* INFORMATION
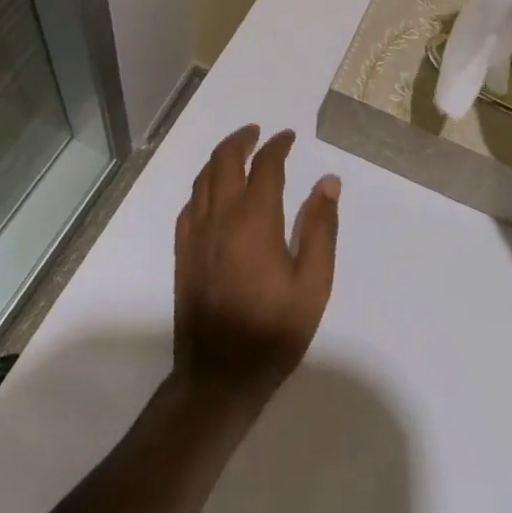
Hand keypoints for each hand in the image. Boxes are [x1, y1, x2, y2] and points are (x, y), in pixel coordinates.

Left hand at [172, 125, 339, 404]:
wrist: (218, 378)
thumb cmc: (273, 330)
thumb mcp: (313, 283)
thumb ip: (320, 228)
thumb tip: (328, 182)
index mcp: (255, 219)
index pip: (265, 165)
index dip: (278, 145)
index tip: (289, 137)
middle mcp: (221, 217)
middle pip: (224, 160)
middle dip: (242, 139)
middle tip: (259, 133)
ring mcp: (196, 235)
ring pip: (203, 178)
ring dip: (220, 158)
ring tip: (238, 152)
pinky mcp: (183, 254)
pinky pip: (190, 204)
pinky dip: (203, 186)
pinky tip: (213, 193)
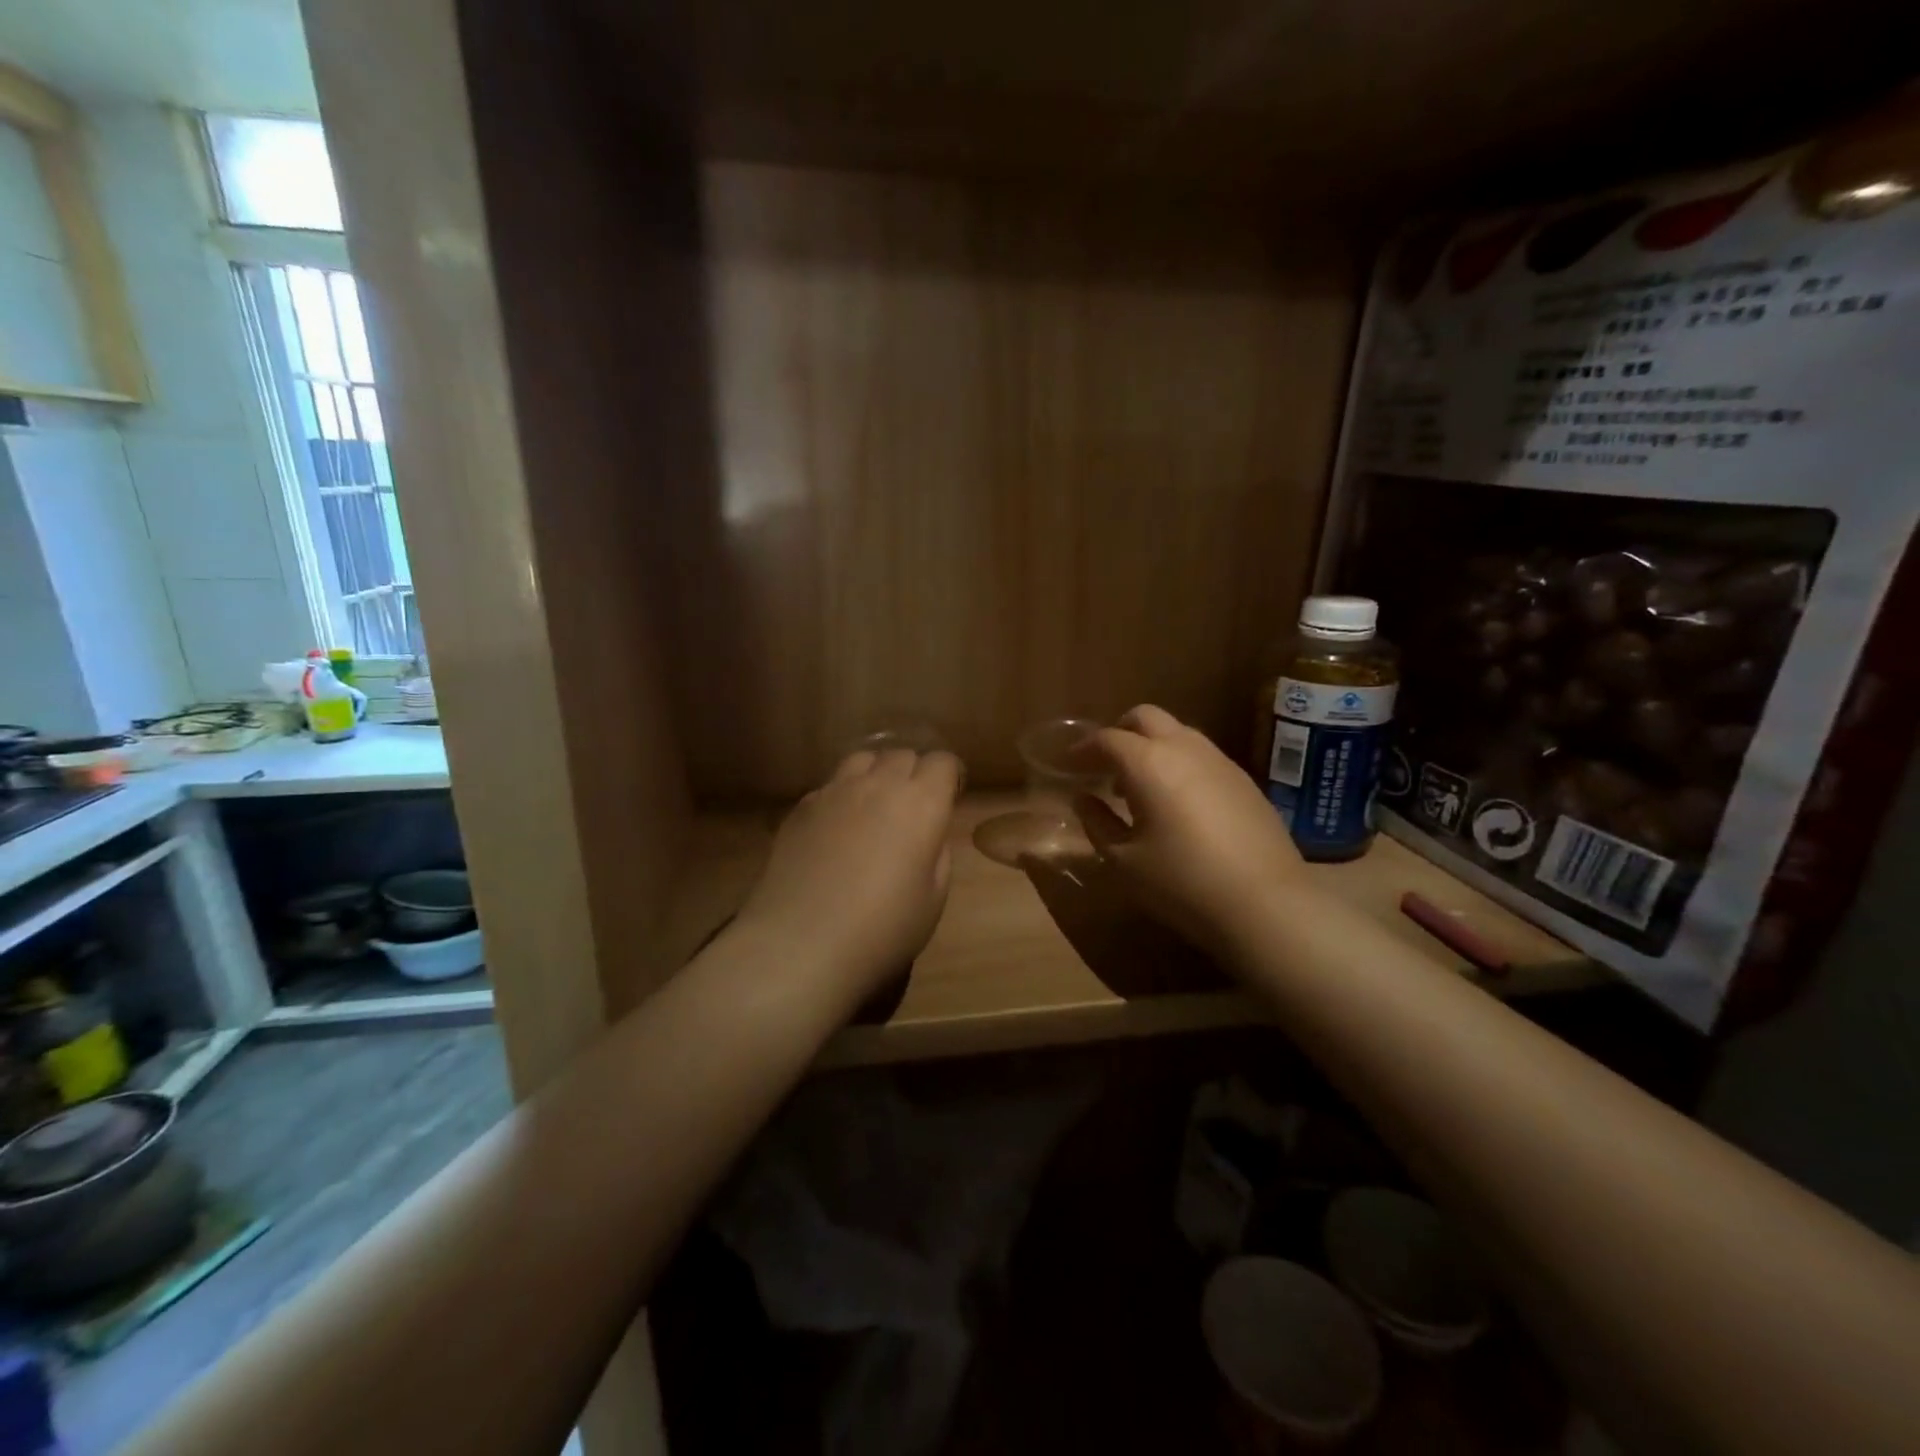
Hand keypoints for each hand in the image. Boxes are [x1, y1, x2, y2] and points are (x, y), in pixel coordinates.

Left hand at [736, 748, 962, 1007]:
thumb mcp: (933, 899)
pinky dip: (842, 796)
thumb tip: (928, 833)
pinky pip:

* GOAL OF THE EXERCISE
Only the lines from the one containing "thumb tip: (328, 182)" through the last line of the data belong in the copy, both included and reproduced exactly. Pictures do not.

* RESULT OF THIS EXERCISE
thumb tip: (328, 182)
index mcp: (255, 219)
index pip: (265, 165)
index dip: (278, 145)
index tip: (289, 137)
middle mcp: (221, 217)
middle pip: (224, 160)
middle dip: (242, 139)
middle tip: (259, 133)
ring mcp: (196, 235)
ring pip: (203, 178)
ring dip: (220, 158)
ring tip: (238, 152)
pinky mcp: (183, 254)
pinky pip: (190, 204)
pinky dip: (203, 186)
pinky tip: (213, 193)
Hand keypoints for each hand in the image. Boxes are [x1, y1, x2, y2] and points are (x, y), in pixel coordinates.

Left hand at [736, 748, 962, 1007]:
thumb mcp: (933, 899)
pinky dip: (842, 796)
thumb tip: (928, 833)
pinky pip:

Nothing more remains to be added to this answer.